Bu romanda da baba ve oğul ilişkisi sorunlu ama dede ile ilişki iyi görünüyor. İslamcılık içinde bu geçerli bir durumdur. Ayrıca İslamcılığın çıkış noktasındaki samimiyet ile çocuğun samimiyeti de birebir örtüşüyor. Çocuğun gelişim süreci ile İslamcılığın gelişim dinamikleri de aslında örtüşüyor. İslamcılığın çıkış noktasının öncelikli olarak İstanbul ve kent olması gibi çocuk da ilk gelişimini kentte yaşıyor, sonra davet için Anadolu’ya dönüyor, yani taşraya. İşte İslamcılık önceliğini entelektüel birikime yani üniversite öğrencisine dayıyor, Necip Fazıl, Sezai Karakoç, M. Zahit Kotku ve benzerleri belli bir kesim üzerine çalışmalar yapıyor, çocuğun yetişmesi de yine bilgi merkezli bir gelişim sağlıyor, şair olarak betimlenmesinin de bu çizgi ilişkisinin varlığını açığa çıkarır zaten… Muhakkak romanda kahramanın kendisinin kendine has özellikleri vardır. Ama bu durum bile İslamcılığın kendine has bazı özellikleri ile de örtüşmediği anlamına gelmeyecektir.
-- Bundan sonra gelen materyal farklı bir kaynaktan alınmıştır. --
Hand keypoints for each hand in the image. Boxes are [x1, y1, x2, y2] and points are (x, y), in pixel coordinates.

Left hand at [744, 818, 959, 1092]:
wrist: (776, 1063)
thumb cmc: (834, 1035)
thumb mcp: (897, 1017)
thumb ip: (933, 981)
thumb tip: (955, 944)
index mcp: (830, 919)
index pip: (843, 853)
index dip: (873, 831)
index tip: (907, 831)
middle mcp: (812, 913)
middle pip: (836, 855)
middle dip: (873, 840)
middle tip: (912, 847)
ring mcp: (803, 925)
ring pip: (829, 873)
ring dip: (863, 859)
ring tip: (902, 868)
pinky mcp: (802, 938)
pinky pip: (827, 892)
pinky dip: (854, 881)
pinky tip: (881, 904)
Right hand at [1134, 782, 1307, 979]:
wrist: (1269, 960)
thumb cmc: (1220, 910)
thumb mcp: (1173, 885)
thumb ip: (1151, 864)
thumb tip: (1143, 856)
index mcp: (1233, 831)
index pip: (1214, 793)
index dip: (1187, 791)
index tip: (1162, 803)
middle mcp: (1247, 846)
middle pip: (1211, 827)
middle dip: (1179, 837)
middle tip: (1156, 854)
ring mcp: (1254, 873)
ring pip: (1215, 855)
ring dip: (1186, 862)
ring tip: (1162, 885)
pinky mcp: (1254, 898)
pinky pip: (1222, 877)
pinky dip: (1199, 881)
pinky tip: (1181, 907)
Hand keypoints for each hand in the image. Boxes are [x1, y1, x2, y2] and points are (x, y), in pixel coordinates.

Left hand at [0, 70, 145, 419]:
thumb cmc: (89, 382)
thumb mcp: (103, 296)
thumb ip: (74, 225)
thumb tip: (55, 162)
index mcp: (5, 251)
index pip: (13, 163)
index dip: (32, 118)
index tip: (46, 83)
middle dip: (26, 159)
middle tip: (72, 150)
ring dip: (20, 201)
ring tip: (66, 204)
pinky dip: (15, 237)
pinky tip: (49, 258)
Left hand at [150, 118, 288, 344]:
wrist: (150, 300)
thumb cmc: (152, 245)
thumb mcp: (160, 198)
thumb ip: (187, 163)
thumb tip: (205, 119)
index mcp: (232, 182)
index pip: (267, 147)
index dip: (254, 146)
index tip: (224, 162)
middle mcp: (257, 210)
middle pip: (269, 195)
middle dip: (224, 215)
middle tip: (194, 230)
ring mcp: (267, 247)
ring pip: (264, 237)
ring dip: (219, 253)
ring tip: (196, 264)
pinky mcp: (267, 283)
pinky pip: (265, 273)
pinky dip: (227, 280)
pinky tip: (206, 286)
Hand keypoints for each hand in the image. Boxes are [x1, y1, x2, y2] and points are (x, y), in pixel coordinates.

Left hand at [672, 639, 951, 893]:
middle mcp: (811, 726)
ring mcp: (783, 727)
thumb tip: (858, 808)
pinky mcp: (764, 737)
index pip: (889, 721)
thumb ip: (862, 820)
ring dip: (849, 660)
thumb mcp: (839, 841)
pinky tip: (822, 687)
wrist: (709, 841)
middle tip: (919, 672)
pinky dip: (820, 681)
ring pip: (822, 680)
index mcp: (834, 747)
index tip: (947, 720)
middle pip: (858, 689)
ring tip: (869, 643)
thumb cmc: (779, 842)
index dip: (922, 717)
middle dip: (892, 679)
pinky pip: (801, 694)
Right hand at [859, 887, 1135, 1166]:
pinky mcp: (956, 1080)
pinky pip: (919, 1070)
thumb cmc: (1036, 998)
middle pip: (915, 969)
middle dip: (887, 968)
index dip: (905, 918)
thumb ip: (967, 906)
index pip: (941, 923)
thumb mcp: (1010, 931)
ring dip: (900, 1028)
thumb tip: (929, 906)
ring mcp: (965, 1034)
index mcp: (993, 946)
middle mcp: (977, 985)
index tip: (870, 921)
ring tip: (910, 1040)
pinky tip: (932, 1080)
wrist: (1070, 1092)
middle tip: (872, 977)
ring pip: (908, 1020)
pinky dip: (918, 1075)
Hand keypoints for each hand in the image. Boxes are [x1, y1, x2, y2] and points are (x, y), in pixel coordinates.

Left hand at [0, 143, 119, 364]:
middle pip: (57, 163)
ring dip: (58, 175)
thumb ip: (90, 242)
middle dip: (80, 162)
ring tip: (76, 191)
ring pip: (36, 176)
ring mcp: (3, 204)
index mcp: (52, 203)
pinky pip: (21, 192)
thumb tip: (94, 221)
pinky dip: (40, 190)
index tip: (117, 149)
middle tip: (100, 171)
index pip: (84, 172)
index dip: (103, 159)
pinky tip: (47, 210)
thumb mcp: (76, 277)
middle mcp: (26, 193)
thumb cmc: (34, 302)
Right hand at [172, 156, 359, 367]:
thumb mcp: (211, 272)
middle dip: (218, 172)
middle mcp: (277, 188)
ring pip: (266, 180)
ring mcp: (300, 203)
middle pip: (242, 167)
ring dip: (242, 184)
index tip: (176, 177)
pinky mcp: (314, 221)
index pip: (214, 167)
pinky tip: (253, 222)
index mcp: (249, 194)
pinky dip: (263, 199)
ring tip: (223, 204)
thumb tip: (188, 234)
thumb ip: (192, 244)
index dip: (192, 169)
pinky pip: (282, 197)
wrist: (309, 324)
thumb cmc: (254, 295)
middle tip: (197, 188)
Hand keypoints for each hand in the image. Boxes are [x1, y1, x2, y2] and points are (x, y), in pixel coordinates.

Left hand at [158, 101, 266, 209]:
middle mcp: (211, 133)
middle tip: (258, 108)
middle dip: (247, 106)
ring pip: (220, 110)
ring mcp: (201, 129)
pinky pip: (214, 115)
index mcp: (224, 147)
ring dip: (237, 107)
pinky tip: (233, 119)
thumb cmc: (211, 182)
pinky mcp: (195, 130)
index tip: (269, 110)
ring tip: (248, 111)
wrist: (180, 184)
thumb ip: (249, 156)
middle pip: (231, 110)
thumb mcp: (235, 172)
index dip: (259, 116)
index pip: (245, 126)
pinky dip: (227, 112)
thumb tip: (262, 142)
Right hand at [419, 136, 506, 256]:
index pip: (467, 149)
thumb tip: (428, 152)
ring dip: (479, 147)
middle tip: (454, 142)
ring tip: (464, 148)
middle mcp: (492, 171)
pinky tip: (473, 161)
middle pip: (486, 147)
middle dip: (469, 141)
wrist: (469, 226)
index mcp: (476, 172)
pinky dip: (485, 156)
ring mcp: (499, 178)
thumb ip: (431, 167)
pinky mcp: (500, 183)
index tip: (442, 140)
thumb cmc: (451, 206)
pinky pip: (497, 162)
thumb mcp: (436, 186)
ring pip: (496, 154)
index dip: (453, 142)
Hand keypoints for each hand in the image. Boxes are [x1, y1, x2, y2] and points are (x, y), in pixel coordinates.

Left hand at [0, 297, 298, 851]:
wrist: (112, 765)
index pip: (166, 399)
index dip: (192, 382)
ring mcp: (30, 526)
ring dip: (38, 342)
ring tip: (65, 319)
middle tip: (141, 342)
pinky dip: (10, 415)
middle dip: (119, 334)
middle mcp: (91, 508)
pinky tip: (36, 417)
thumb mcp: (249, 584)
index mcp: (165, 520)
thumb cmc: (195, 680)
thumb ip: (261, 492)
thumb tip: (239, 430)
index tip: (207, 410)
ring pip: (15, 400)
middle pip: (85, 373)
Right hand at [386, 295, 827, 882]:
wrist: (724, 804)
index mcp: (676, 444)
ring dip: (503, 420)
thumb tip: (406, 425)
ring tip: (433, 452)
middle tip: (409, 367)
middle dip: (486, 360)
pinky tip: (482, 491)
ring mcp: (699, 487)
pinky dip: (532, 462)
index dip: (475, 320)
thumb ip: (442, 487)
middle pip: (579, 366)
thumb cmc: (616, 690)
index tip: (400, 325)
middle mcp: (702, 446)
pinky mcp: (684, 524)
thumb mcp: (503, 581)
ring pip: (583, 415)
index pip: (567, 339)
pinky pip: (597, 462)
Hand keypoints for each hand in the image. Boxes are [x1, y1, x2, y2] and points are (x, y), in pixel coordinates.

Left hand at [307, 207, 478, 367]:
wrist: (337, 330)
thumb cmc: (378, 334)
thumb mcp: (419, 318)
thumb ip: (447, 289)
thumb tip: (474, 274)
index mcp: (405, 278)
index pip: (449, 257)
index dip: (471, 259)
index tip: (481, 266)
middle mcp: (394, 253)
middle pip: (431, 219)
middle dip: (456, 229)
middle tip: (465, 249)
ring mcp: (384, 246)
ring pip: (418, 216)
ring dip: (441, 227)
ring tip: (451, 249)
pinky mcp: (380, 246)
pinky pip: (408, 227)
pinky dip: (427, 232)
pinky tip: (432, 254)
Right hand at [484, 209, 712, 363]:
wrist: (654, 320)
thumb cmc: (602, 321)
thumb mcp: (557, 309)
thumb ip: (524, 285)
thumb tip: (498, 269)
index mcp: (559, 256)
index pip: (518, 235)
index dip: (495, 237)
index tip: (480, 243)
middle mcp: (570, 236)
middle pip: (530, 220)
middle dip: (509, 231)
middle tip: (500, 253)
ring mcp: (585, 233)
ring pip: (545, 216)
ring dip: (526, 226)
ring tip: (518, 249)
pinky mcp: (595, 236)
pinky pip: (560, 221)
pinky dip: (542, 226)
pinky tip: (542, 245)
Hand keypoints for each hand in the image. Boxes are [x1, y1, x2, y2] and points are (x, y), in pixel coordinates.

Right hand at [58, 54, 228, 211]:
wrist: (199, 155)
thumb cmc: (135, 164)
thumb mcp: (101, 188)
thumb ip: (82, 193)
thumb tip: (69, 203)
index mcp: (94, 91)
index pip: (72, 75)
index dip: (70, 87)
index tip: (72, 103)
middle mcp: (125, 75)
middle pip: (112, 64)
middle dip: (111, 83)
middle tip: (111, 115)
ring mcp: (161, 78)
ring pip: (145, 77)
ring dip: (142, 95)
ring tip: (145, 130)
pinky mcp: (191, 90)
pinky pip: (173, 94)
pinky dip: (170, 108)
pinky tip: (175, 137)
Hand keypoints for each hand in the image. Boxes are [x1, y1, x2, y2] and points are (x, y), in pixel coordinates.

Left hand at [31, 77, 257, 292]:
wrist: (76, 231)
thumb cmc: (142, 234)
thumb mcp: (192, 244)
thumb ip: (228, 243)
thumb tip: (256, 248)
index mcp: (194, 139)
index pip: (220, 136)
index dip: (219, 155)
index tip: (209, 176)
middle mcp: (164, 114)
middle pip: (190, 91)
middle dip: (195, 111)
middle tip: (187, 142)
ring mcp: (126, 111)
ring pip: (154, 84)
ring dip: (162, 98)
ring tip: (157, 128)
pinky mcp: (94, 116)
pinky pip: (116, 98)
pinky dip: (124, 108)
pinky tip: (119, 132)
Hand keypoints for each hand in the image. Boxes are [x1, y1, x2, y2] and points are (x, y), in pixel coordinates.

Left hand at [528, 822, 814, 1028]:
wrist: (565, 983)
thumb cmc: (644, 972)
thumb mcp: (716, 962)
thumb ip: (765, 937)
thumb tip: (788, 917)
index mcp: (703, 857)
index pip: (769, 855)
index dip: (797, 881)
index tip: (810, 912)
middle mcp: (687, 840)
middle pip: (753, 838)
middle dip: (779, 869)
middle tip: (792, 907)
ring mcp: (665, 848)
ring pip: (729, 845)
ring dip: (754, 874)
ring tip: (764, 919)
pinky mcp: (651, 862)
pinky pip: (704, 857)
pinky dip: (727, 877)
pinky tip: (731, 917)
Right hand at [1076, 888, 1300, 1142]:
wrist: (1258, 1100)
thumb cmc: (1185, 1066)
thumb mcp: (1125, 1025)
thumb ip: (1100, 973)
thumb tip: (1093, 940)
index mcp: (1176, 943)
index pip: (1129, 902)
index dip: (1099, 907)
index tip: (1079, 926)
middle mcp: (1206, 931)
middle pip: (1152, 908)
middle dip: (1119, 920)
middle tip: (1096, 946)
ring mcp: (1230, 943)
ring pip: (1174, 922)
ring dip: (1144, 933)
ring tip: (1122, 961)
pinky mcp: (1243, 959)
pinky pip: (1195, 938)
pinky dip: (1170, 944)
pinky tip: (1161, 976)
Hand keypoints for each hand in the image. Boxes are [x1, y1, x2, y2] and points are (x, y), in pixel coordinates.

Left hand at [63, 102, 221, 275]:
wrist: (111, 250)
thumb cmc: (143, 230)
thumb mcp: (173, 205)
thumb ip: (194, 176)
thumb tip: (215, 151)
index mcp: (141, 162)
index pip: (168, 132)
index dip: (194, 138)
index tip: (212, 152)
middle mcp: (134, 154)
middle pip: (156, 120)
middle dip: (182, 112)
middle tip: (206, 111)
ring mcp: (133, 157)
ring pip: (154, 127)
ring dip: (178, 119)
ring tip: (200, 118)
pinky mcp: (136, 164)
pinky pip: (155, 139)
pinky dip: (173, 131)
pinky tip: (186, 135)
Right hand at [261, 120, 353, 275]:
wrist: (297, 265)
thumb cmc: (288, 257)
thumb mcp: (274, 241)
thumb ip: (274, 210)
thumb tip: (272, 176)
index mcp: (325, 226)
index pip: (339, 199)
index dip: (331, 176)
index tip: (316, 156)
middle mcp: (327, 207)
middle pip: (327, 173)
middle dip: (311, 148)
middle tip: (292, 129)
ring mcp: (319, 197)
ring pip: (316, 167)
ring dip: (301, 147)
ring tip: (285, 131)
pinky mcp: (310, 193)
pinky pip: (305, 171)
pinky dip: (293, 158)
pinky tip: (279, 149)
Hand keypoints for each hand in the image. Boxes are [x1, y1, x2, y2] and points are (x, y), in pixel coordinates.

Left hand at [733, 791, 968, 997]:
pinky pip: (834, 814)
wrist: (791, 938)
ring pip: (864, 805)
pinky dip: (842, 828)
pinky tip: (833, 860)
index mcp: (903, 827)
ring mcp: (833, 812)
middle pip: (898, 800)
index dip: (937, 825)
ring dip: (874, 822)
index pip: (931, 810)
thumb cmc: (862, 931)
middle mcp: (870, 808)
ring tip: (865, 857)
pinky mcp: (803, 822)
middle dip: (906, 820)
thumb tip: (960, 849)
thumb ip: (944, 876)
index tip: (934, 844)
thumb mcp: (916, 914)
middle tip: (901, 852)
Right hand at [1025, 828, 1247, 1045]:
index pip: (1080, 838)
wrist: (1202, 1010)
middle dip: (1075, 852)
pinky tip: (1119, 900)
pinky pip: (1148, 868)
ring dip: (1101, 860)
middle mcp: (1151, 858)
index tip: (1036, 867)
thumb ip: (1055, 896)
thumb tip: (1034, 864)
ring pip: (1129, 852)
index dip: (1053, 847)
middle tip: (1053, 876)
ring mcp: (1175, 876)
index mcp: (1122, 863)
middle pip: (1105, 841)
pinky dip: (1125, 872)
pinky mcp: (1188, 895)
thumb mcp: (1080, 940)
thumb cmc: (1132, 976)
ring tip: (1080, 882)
Anadolu şehrine bir karar üzerine gittiği ve bu çerçevede buluştuğu şahıslarla birlikte bir davet çabası içinde olduğunu gözlemlediğimiz kahraman aynı zamanda tekil şahsiyetinin varlığını yani edebiyat ile İslamcılık arasındaki gerilimi de iyi ifade etmektedir. Aslında İslamcılığın dergi ve dolayısı ile edebiyat çerçevesinde oluştuğu bilinen bir gerçek iken aynı şekilde Anadolu şehirlerinde, ya da taşrada meydana gelen harekelerin ise daha çok tercüme faaliyetleri üzerinden beslendikleri de bir o kadar gerçektir. O yüzden bu gerilim romanda ifade edildiği gibi hep süregelmiştir. Kahramanın tanık olduğu kurumsallaşma veya örgütlenme şemaları ve bu şemaların farklı yapılarda tezahürü üzerine tanıklığı ve eleştirisi de İslamcılığın önemli kaleleri olduğu ama aynı zamanda İslamcılığın içinde bulunduğu krizin nedeni haline geldikleri de göz ardı edilemez. Özellikle ötekine açılamama, kadına karşı olumsuz yaklaşım vesaire de taşrada ağırlık kazanan yaklaşım biçimleridir. Ama bu kente de taşınabilmiştir. Şimdiden bakıldığı zaman bu sorunların çözüme yönelik bir serencamı olduğu görüşü ağırlık kazanabilir. Ama İslamcılığın içinde bulunduğu hali iyi özetlemektedir. Hâlbuki İslamcılık kurucu bir unsur olarak ötekini de kuşatan bir görüş ve ahlaki derinliğe haiz olmakla yükümlüdür. Yenilerde bu tartışmaları konu edinebilmektedir.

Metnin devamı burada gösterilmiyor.